ACTIVITY: Would you write out all of the records that follow, exactly as they stand?
*** PROVIDED DATA Section Begins ***
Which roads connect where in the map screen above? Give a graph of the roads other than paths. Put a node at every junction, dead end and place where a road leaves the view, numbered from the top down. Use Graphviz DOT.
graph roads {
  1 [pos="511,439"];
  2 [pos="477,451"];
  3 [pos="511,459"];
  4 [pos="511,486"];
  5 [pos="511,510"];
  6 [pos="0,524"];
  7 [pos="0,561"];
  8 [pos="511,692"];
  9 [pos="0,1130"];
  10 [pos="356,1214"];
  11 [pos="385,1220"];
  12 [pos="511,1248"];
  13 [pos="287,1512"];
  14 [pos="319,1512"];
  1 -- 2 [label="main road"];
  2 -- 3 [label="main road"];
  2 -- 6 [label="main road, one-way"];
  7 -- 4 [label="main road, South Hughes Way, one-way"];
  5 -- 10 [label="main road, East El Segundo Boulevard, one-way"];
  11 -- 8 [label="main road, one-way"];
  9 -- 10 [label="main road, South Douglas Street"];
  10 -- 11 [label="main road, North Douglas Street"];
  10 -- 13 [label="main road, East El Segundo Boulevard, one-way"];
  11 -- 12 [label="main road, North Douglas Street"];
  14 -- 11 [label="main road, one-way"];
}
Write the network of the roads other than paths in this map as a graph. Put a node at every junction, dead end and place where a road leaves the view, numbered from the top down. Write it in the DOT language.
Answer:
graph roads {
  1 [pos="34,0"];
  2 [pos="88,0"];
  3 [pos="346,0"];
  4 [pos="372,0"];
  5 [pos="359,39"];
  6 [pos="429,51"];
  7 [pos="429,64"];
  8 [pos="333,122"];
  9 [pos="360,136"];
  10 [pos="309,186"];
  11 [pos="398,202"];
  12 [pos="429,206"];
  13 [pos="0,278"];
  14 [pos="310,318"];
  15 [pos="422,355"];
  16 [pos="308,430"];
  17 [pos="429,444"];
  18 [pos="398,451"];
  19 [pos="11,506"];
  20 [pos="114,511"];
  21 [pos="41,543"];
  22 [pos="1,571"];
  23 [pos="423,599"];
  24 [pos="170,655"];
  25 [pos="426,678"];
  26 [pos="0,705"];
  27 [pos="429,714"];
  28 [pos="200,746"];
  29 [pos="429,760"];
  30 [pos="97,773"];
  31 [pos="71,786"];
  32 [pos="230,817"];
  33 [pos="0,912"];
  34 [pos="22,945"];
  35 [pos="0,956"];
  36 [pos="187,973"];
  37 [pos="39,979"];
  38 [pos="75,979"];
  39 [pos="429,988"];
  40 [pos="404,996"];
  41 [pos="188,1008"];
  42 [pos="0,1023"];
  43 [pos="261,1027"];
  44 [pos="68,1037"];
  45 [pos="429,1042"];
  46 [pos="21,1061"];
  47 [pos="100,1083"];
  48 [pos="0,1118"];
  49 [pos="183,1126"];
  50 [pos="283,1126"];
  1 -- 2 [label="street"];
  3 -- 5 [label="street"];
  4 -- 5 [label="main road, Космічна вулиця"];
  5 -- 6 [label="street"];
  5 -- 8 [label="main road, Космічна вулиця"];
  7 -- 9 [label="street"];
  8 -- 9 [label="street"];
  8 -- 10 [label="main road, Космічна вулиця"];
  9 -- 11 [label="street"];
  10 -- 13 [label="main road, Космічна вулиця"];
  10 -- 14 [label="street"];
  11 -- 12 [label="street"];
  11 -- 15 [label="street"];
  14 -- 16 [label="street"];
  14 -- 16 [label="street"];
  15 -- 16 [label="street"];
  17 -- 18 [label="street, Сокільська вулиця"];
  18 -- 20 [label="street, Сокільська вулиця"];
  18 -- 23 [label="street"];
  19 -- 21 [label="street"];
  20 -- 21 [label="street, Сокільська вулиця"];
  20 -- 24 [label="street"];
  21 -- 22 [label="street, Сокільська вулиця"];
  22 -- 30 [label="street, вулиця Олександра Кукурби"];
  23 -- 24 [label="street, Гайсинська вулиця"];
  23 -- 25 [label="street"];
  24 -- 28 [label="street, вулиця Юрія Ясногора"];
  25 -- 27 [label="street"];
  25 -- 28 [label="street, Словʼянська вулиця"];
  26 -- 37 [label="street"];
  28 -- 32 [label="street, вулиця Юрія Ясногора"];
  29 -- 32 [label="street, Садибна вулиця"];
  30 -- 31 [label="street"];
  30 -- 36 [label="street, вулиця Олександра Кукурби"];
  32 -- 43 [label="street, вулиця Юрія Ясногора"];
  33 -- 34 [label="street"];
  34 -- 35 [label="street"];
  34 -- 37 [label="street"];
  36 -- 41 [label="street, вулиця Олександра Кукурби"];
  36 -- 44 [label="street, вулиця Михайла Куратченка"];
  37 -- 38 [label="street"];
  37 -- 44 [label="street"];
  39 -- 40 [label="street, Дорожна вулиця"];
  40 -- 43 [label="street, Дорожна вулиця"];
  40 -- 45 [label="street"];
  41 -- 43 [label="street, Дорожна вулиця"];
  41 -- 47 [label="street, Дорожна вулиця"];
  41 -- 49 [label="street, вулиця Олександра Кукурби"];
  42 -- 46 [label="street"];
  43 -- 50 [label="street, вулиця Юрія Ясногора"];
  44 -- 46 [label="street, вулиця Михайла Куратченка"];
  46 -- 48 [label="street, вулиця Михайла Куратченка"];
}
*** PROVIDED DATA Section Ends ***
ANSWER FOR THE TASK:
Which roads connect where in the map screen above? Give a graph of the roads other than paths. Put a node at every junction, dead end and place where a road leaves the view, numbered from the top down. Use Graphviz DOT.
graph roads {
  1 [pos="511,439"];
  2 [pos="477,451"];
  3 [pos="511,459"];
  4 [pos="511,486"];
  5 [pos="511,510"];
  6 [pos="0,524"];
  7 [pos="0,561"];
  8 [pos="511,692"];
  9 [pos="0,1130"];
  10 [pos="356,1214"];
  11 [pos="385,1220"];
  12 [pos="511,1248"];
  13 [pos="287,1512"];
  14 [pos="319,1512"];
  1 -- 2 [label="main road"];
  2 -- 3 [label="main road"];
  2 -- 6 [label="main road, one-way"];
  7 -- 4 [label="main road, South Hughes Way, one-way"];
  5 -- 10 [label="main road, East El Segundo Boulevard, one-way"];
  11 -- 8 [label="main road, one-way"];
  9 -- 10 [label="main road, South Douglas Street"];
  10 -- 11 [label="main road, North Douglas Street"];
  10 -- 13 [label="main road, East El Segundo Boulevard, one-way"];
  11 -- 12 [label="main road, North Douglas Street"];
  14 -- 11 [label="main road, one-way"];
}
Write the network of the roads other than paths in this map as a graph. Put a node at every junction, dead end and place where a road leaves the view, numbered from the top down. Write it in the DOT language.
Answer:
graph roads {
  1 [pos="34,0"];
  2 [pos="88,0"];
  3 [pos="346,0"];
  4 [pos="372,0"];
  5 [pos="359,39"];
  6 [pos="429,51"];
  7 [pos="429,64"];
  8 [pos="333,122"];
  9 [pos="360,136"];
  10 [pos="309,186"];
  11 [pos="398,202"];
  12 [pos="429,206"];
  13 [pos="0,278"];
  14 [pos="310,318"];
  15 [pos="422,355"];
  16 [pos="308,430"];
  17 [pos="429,444"];
  18 [pos="398,451"];
  19 [pos="11,506"];
  20 [pos="114,511"];
  21 [pos="41,543"];
  22 [pos="1,571"];
  23 [pos="423,599"];
  24 [pos="170,655"];
  25 [pos="426,678"];
  26 [pos="0,705"];
  27 [pos="429,714"];
  28 [pos="200,746"];
  29 [pos="429,760"];
  30 [pos="97,773"];
  31 [pos="71,786"];
  32 [pos="230,817"];
  33 [pos="0,912"];
  34 [pos="22,945"];
  35 [pos="0,956"];
  36 [pos="187,973"];
  37 [pos="39,979"];
  38 [pos="75,979"];
  39 [pos="429,988"];
  40 [pos="404,996"];
  41 [pos="188,1008"];
  42 [pos="0,1023"];
  43 [pos="261,1027"];
  44 [pos="68,1037"];
  45 [pos="429,1042"];
  46 [pos="21,1061"];
  47 [pos="100,1083"];
  48 [pos="0,1118"];
  49 [pos="183,1126"];
  50 [pos="283,1126"];
  1 -- 2 [label="street"];
  3 -- 5 [label="street"];
  4 -- 5 [label="main road, Космічна вулиця"];
  5 -- 6 [label="street"];
  5 -- 8 [label="main road, Космічна вулиця"];
  7 -- 9 [label="street"];
  8 -- 9 [label="street"];
  8 -- 10 [label="main road, Космічна вулиця"];
  9 -- 11 [label="street"];
  10 -- 13 [label="main road, Космічна вулиця"];
  10 -- 14 [label="street"];
  11 -- 12 [label="street"];
  11 -- 15 [label="street"];
  14 -- 16 [label="street"];
  14 -- 16 [label="street"];
  15 -- 16 [label="street"];
  17 -- 18 [label="street, Сокільська вулиця"];
  18 -- 20 [label="street, Сокільська вулиця"];
  18 -- 23 [label="street"];
  19 -- 21 [label="street"];
  20 -- 21 [label="street, Сокільська вулиця"];
  20 -- 24 [label="street"];
  21 -- 22 [label="street, Сокільська вулиця"];
  22 -- 30 [label="street, вулиця Олександра Кукурби"];
  23 -- 24 [label="street, Гайсинська вулиця"];
  23 -- 25 [label="street"];
  24 -- 28 [label="street, вулиця Юрія Ясногора"];
  25 -- 27 [label="street"];
  25 -- 28 [label="street, Словʼянська вулиця"];
  26 -- 37 [label="street"];
  28 -- 32 [label="street, вулиця Юрія Ясногора"];
  29 -- 32 [label="street, Садибна вулиця"];
  30 -- 31 [label="street"];
  30 -- 36 [label="street, вулиця Олександра Кукурби"];
  32 -- 43 [label="street, вулиця Юрія Ясногора"];
  33 -- 34 [label="street"];
  34 -- 35 [label="street"];
  34 -- 37 [label="street"];
  36 -- 41 [label="street, вулиця Олександра Кукурби"];
  36 -- 44 [label="street, вулиця Михайла Куратченка"];
  37 -- 38 [label="street"];
  37 -- 44 [label="street"];
  39 -- 40 [label="street, Дорожна вулиця"];
  40 -- 43 [label="street, Дорожна вулиця"];
  40 -- 45 [label="street"];
  41 -- 43 [label="street, Дорожна вулиця"];
  41 -- 47 [label="street, Дорожна вулиця"];
  41 -- 49 [label="street, вулиця Олександра Кукурби"];
  42 -- 46 [label="street"];
  43 -- 50 [label="street, вулиця Юрія Ясногора"];
  44 -- 46 [label="street, вулиця Михайла Куратченка"];
  46 -- 48 [label="street, вулиця Михайла Куратченка"];
}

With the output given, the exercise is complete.